Reborn security vendor WatchGuard has continued its corporate overhaul by acquiring BorderWare Technologies, a Canadian maker of single-function security boxes with a foothold in online reputation services.

The terms of the deal have not been made public - both companies are private entities - but the buy represents a move into previously unexplored territory for WatchGuard.

Hitherto, the company has sold all-in-one Unified Threat Management (UTM) appliances to smaller enterprises. Despite being a small 90-person company itself, Borderware's focus is more mid-range and revolves around conventional security boxes designed to do one thing well, which gives WatchGuard some technological breadth.

WatchGuard will also have eyed its ReputationAuthority system, a way of checking email against a blacklist of known bad sources, precisely the type of cloud security service that should in time aid the messaging security of WatchGuard's current UTM line.

"This acquisition is extremely complementary and will allow WatchGuard to accelerate and further deliver on its vision of extending security solutions to protect corporate data, networks and applications," said WatchGuard's CEO, Joe Wang.

"By acquiring BorderWare's best in class messaging, content security and innovative ‘in-the-cloud' security offerings, customers will now have a single source for comprehensive and complete security," he said.

BorderWare also makes roughly 50 percent of its sales outside North America, another attractive statistic.

The Borderware badge will survive in the short term, but company officials indicated to Techworld that the WatchGuard brand would take over in time.
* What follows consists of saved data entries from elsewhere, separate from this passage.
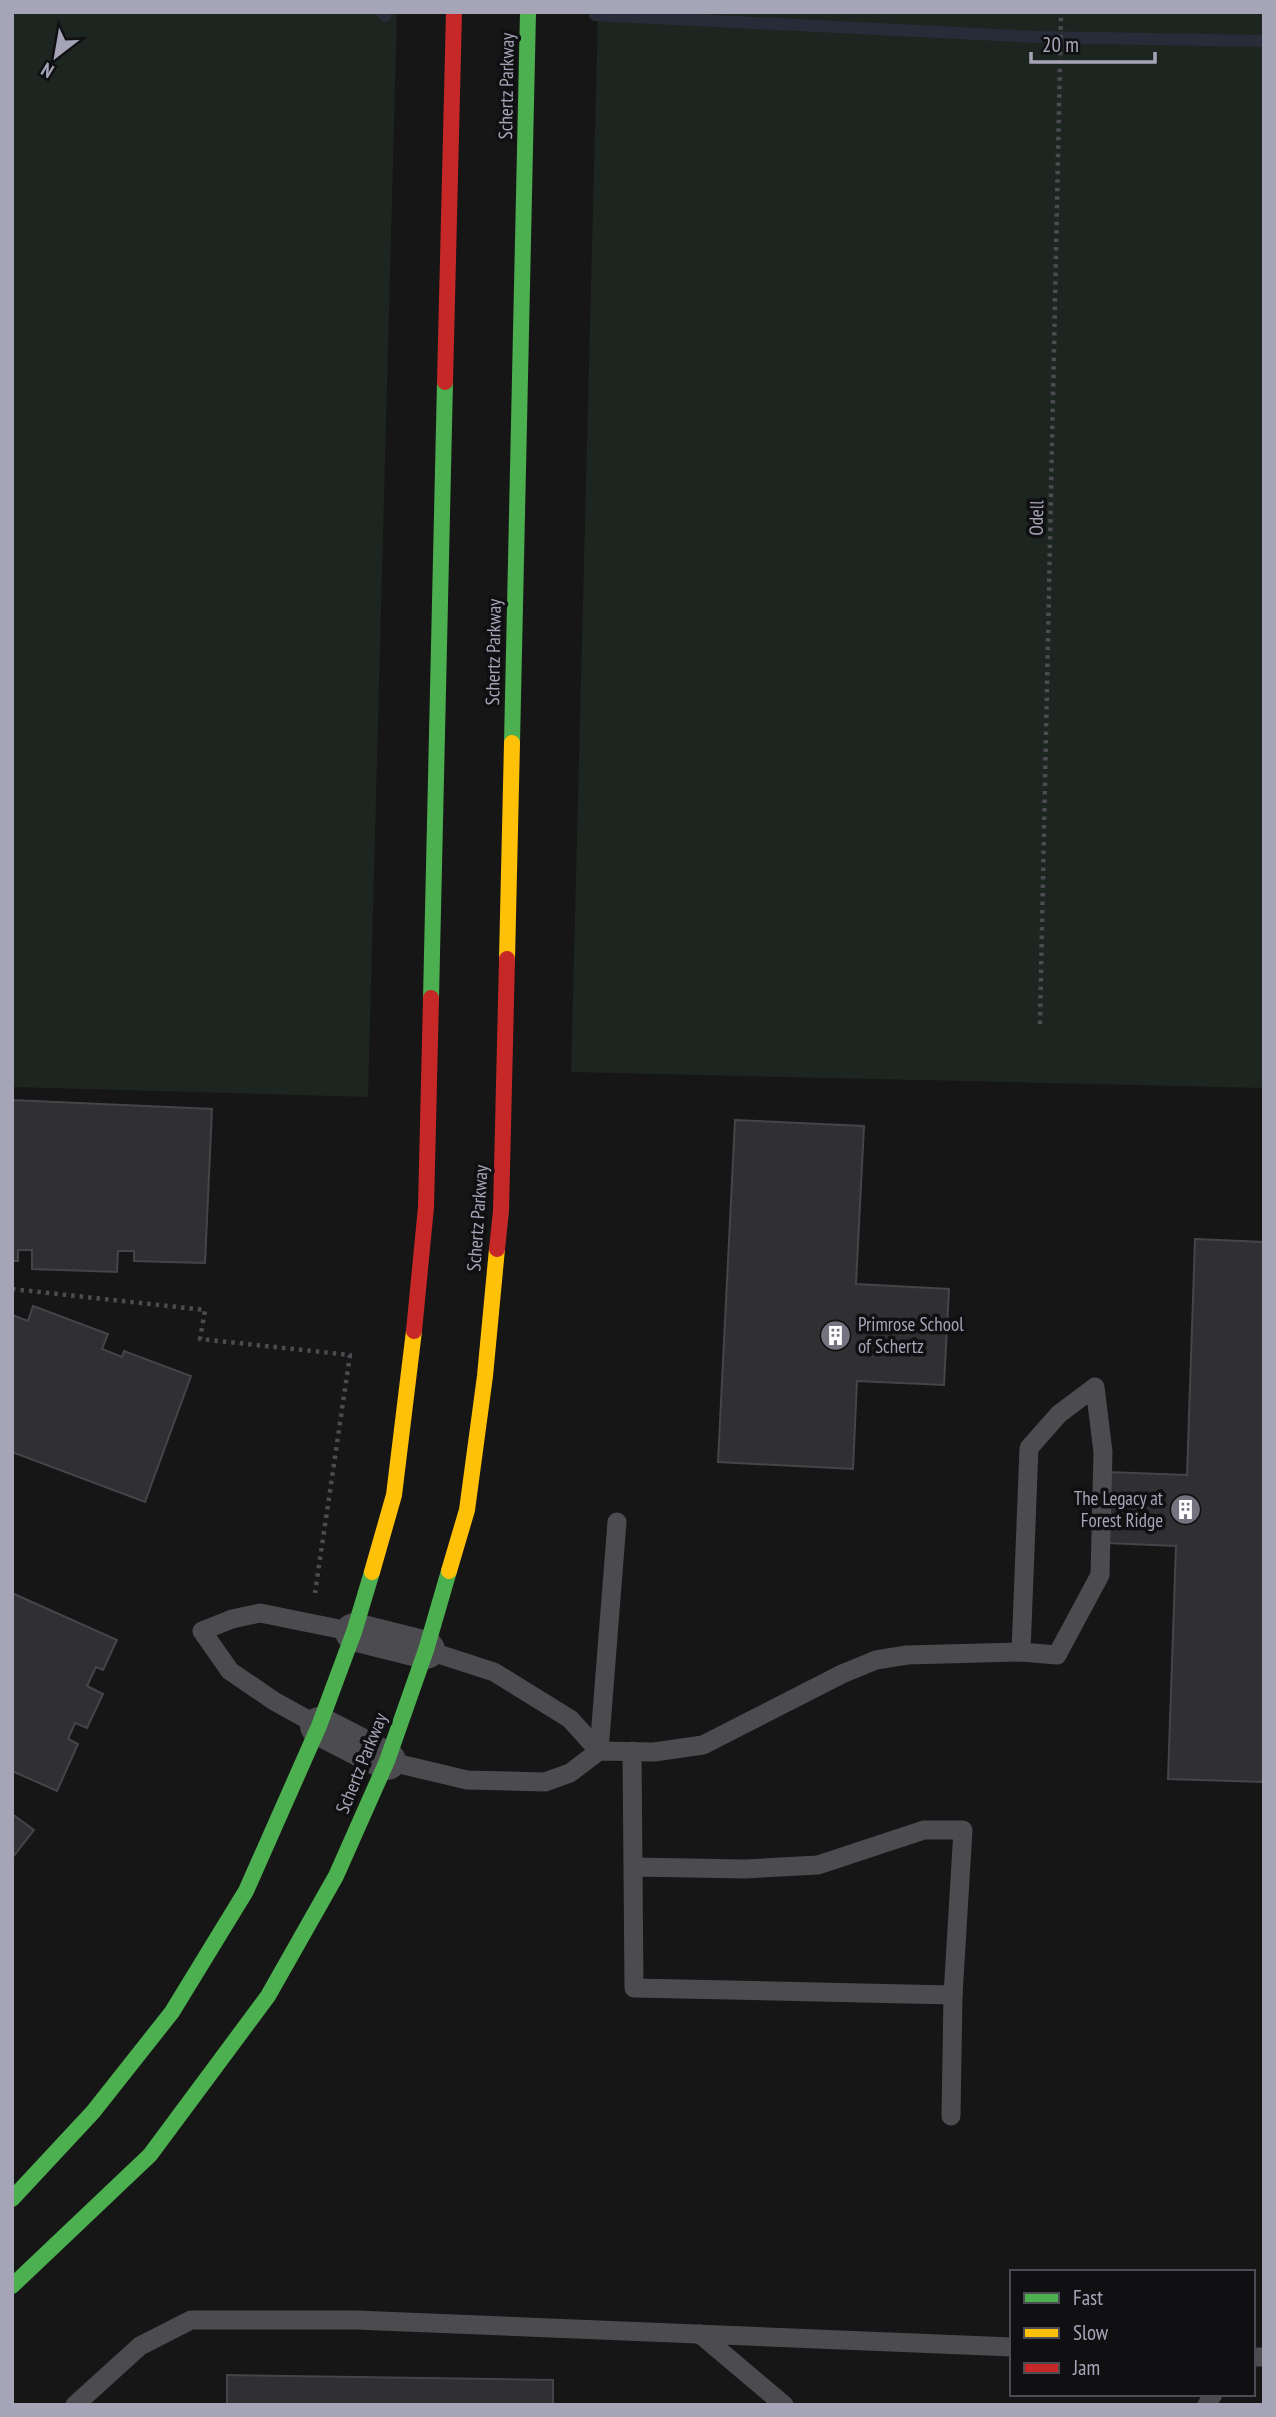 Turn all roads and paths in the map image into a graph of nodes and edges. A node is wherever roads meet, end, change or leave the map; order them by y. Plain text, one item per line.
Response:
1 (454, 12) edge
2 (528, 12) edge
3 (1061, 12) edge
4 (1040, 1024) dead end
5 (12, 1289) edge
6 (617, 1522) dead end
7 (337, 1622) junction
8 (425, 1650) junction
9 (1021, 1652) junction
10 (319, 1726) junction
11 (599, 1751) junction
12 (632, 1751) junction
13 (387, 1761) junction
14 (634, 1867) junction
15 (953, 1995) junction
16 (951, 2116) dead end
17 (12, 2199) edge
18 (12, 2286) edge
19 (699, 2334) junction
20 (1010, 2347) edge
21 (75, 2405) edge
22 (784, 2405) edge

1 - 7 main road
2 - 8 main road, Schertz Parkway
3 - 4 path, Odell
5 - 7 path
6 - 11 lane
7 - 8 street
7 - 10 main road
7 - 10 lane
8 - 11 lane
8 - 13 main road, Schertz Parkway
9 - 9 lane
9 - 12 lane
10 - 13 street
10 - 17 main road
11 - 12 lane
11 - 13 lane
12 - 14 lane
13 - 18 main road, Schertz Parkway
14 - 15 lane
14 - 15 lane
15 - 16 lane
19 - 20 lane
19 - 21 lane
19 - 22 lane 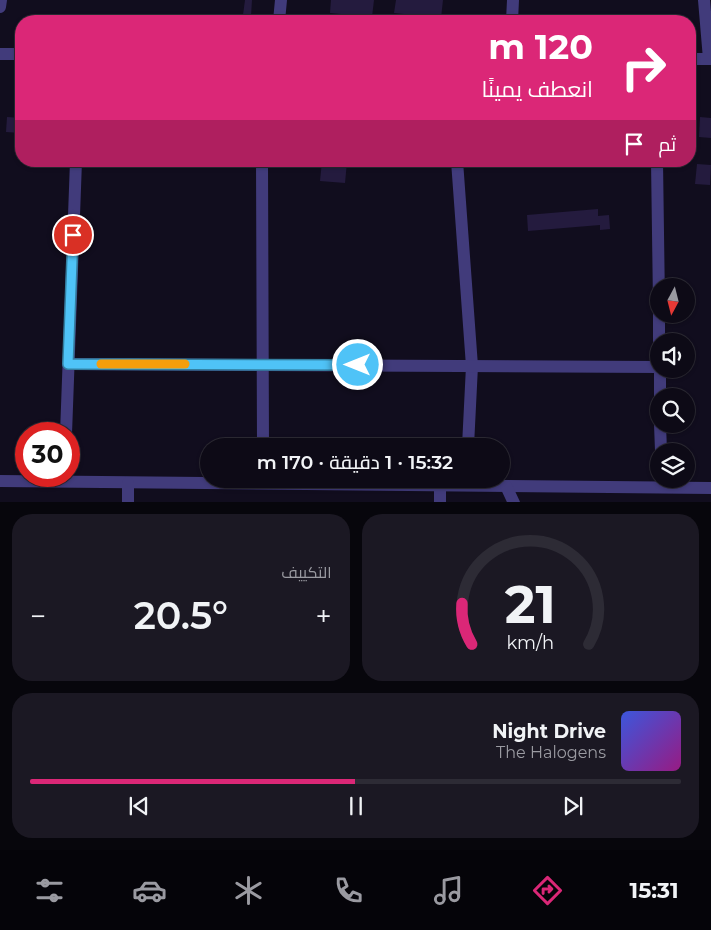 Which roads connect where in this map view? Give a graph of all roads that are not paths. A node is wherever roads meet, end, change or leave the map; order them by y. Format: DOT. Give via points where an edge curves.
graph roads {
  1 [pos="1,0"];
  2 [pos="281,0"];
  3 [pos="513,0"];
  4 [pos="704,0"];
  5 [pos="0,7"];
  6 [pos="280,15"];
  7 [pos="512,15"];
  8 [pos="0,54"];
  9 [pos="15,54"];
  10 [pos="696,58"];
  11 [pos="710,59"];
  12 [pos="76,167"];
  13 [pos="262,167"];
  14 [pos="457,167"];
  15 [pos="657,167"];
  16 [pos="659,278"];
  17 [pos="68,364"];
  18 [pos="262,365"];
  19 [pos="472,366"];
  20 [pos="650,368"];
  21 [pos="66,422"];
  22 [pos="263,438"];
  23 [pos="468,438"];
  24 [pos="80,480"];
  25 [pos="0,481"];
  26 [pos="15,481"];
  27 [pos="200,482"];
  28 [pos="128,483"];
  29 [pos="650,483"];
  30 [pos="510,486"];
  31 [pos="695,486"];
  32 [pos="440,488"];
  33 [pos="507,488"];
  34 [pos="711,488"];
  35 [pos="128,502"];
  36 [pos="440,502"];
  37 [pos="514,502"];
  1 -- 5 [label="street"];
  2 -- 6 [label="street"];
  3 -- 7 [label="street"];
  4 -- 11 [label="street"];
  8 -- 9 [label="street"];
  10 -- 11 [label="street"];
  12 -- 17 [label="street"];
  13 -- 18 [label="street"];
  14 -- 19 [label="street"];
  15 -- 16 [label="street"];
  17 -- 18 [label="street"];
  17 -- 21 [label="street"];
  18 -- 19 [label="street"];
  18 -- 22 [label="street"];
  19 -- 20 [label="street"];
  19 -- 23 [label="street"];
  24 -- 28 [label="street"];
  25 -- 26 [label="street"];
  27 -- 28 [label="street"];
  28 -- 35 [label="street"];
  29 -- 30 [label="street"];
  31 -- 34 [label="street"];
  32 -- 36 [label="street"];
  33 -- 37 [label="street"];
}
It is not clear how many of the BorderWare management will take up roles at WatchGuard, but the rest of its staff will be integrated into WatchGuard without the need for redundancies.

WatchGuard is a company with an interesting history. Founded at the peak of the wave of network infrastructure boom in 1996, it was eventually caught up in the IPO boom of 1999, which took it public. One tech recession later and by 2007 it was struggling, or at least its share price was. Under new management it pressed the once unthinkable reset button of a private buyout and paid off its by now miserable shareholders.

BorderWare has a parallel history, but without the IPO boom that fired WatchGuard into choppier waters that nearly drowned it. It has remained small, focused, private and is well regarded in the niche markets it serves.